Forged steel components - Brass adjusting nut and screws
Rosewood handle and knob

Later I bought a post-war Stanley "Bailey" No. 4 smooth plane new in the box. As I remember, US made Stanley planes produced in the late 1940s and early 1950s maintained pretty much the same high quality as those of pre-war manufacture, although post-war shortages of some materials led to some slightly inferior substitutions.









Post-WWII Stanley "Bailey" No. 4 smooth plane
Type 19 - Made in USA (c. 1949)

Forged steel components - Brass adjusting nut and screws
Rosewood or Hardwood handle and knob

Stanley began manufacturing tools in Sheffield, England in 1937 after acquiring the J.A. Chapman Tool Company. I have not seen any pre-WWII planes that were manufactured there, but I believe they were pretty much identical to those manufactured by Stanley at their New Britain, Conn. USA Plant. Evidently slightly thicker body castings were used for the English made planes, making them slightly heavier than those manufactured in the U.S.A.

Many Craftsmen where I worked in northern England replaced their Pre-WWII Stanley "Bailey" Bench Planes with new ones made in England (c. 1949 and later). I bought a 1960s period English made Stanley "Bailey" bench plane and was struck by the decrease in quality as depicted below.









Post-WWII Stanley "Bailey" No. 3 smooth plane - Made in England (1960s)
(No type study for Stanley Made in England Bench Planes)

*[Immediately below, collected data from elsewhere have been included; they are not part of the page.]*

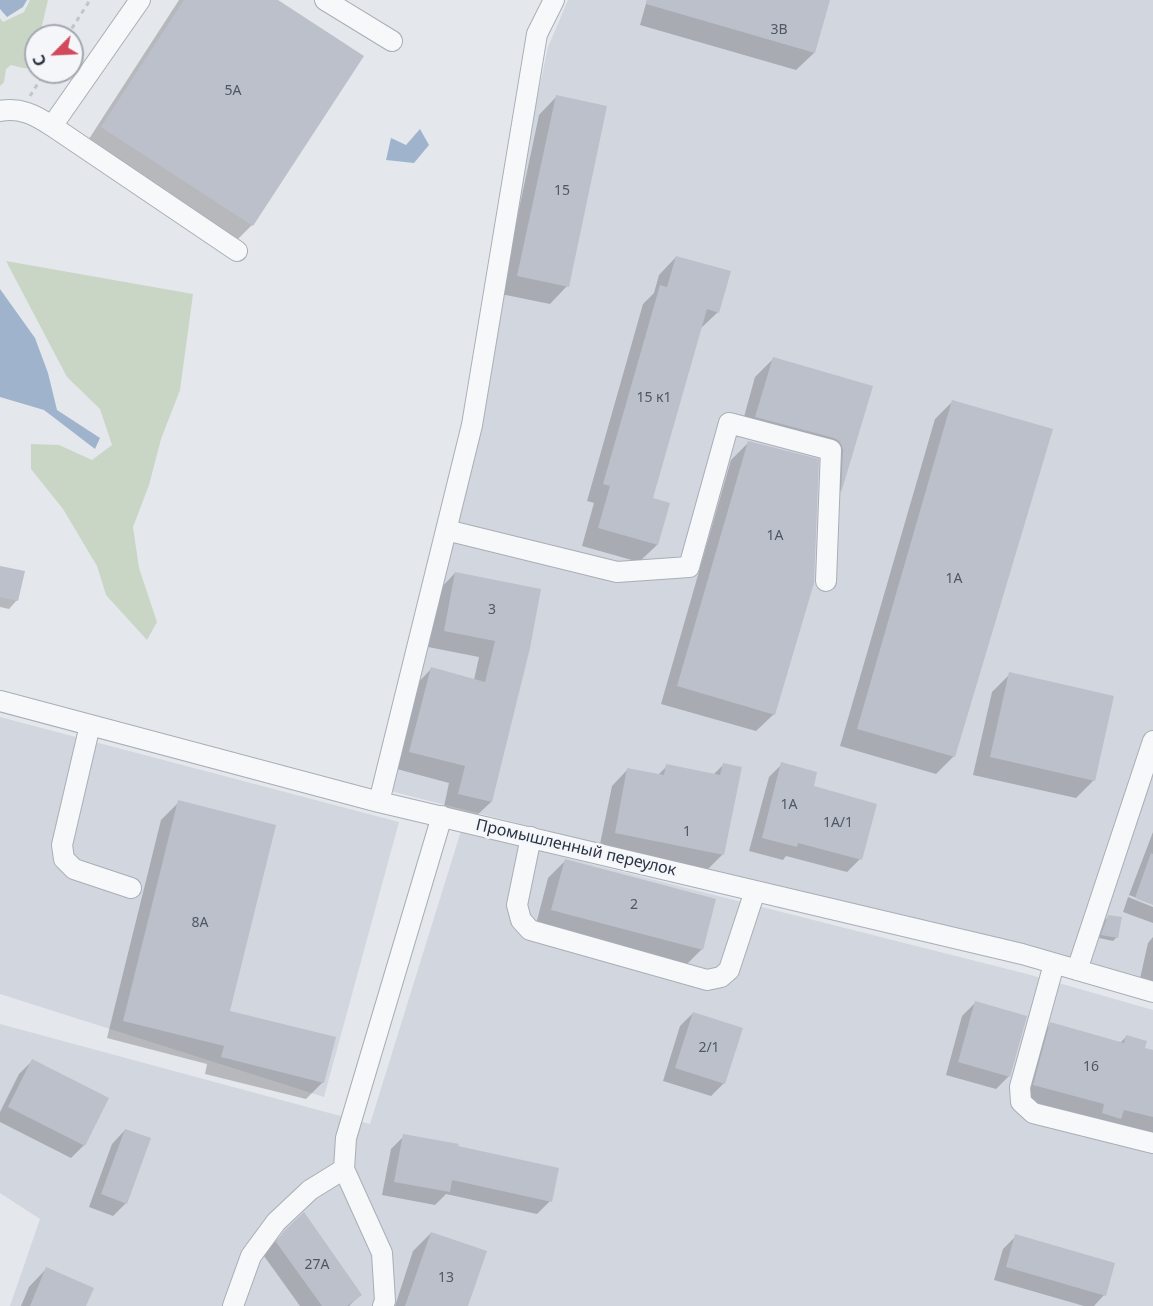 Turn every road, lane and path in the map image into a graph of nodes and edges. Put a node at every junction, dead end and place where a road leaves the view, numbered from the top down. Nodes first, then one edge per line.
1 (90, 0) edge
2 (140, 0) edge
3 (324, 0) edge
4 (554, 0) edge
5 (75, 24) edge
6 (392, 41) dead end
7 (37, 84) edge
8 (21, 110) junction
9 (0, 111) edge
10 (52, 126) junction
11 (237, 251) dead end
12 (446, 530) junction
13 (826, 581) dead end
14 (0, 701) edge
15 (90, 725) junction
16 (1153, 741) edge
17 (379, 801) junction
18 (442, 816) junction
19 (531, 837) junction
20 (131, 888) dead end
21 (755, 891) junction
22 (1054, 964) junction
23 (1077, 970) junction
24 (1153, 992) edge
25 (1153, 1143) edge
26 (344, 1169) junction
27 (233, 1306) edge
28 (383, 1306) edge

1 - 5 path
2 - 10 street
3 - 6 street
4 - 12 street
7 - 8 path
8 - 9 street
8 - 10 street
10 - 11 street
12 - 13 street
12 - 17 street
14 - 15 street, Промышленный переулок
15 - 17 street, Промышленный переулок
15 - 20 street
16 - 23 street
17 - 18 street, Промышленный переулок
18 - 19 street, Промышленный переулок
18 - 26 street
19 - 21 street, Промышленный переулок
19 - 21 street
21 - 22 street, Промышленный переулок
22 - 23 street, Промышленный переулок
22 - 25 street
23 - 24 street, Промышленный переулок
26 - 27 street
26 - 28 street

Stamped steel components - steel adjusting nut and screws
Die cast lever cap and frog
Hardwood (beech) handle and knob


----------



## KYtoolsmith (Oct 13, 2018)

JP, Quite interesting comparison of quality in the USA made vs the English made Stanley bench planes. I didn't realize that the main casting of the English plane were thicker
My own plane collecting hobby has led me to collect a complete set of USA made Stanley Bailey patern No. 4s, Type 2 thru Type 20, based on Roger Smith's original type study published in his book "Patented Transitional & Metallic Planes in America. He and I have discussed the variations in some detail at MWTCA meetings. Your information is invaluable. Thanks so much for the posting.

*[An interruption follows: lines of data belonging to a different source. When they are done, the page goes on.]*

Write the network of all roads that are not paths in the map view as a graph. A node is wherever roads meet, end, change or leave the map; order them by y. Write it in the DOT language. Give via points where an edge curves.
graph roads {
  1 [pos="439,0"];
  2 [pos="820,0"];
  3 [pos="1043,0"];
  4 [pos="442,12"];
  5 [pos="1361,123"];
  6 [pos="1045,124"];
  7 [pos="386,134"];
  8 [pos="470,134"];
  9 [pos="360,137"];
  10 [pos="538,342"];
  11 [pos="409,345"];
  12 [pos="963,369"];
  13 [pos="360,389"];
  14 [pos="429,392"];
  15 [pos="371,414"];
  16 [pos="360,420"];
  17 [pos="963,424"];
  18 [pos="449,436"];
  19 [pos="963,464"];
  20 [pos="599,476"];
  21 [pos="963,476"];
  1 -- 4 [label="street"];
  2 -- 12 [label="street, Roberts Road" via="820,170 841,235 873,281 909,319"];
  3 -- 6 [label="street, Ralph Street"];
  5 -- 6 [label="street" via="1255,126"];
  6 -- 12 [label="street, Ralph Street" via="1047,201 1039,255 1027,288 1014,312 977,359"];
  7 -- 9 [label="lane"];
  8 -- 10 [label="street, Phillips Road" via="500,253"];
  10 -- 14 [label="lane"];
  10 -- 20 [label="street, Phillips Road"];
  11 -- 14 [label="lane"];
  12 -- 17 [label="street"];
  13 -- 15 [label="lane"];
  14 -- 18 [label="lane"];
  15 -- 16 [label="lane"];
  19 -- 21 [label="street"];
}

Regards, The Kentucky Toolsmith!


----------



## jp29 (Apr 4, 2019)

Thank you "The Kentucky Toolsmith"


----------



## sansoo22 (May 7, 2019)

I just recently purchased a UK made No 4-1/2 because of the thicker casting and heavier weight. I wanted to try out a smoother with a little more heft to it. Just waiting on it to cross the pond from Bath, Somerset so I can try it out. The seller says its from the 1950s but I really have no way to know for certain. From the pics I was sent it still retains the brass adjusting nut, screws, and looks to be in great condition but will know for certain once it arrives.


----------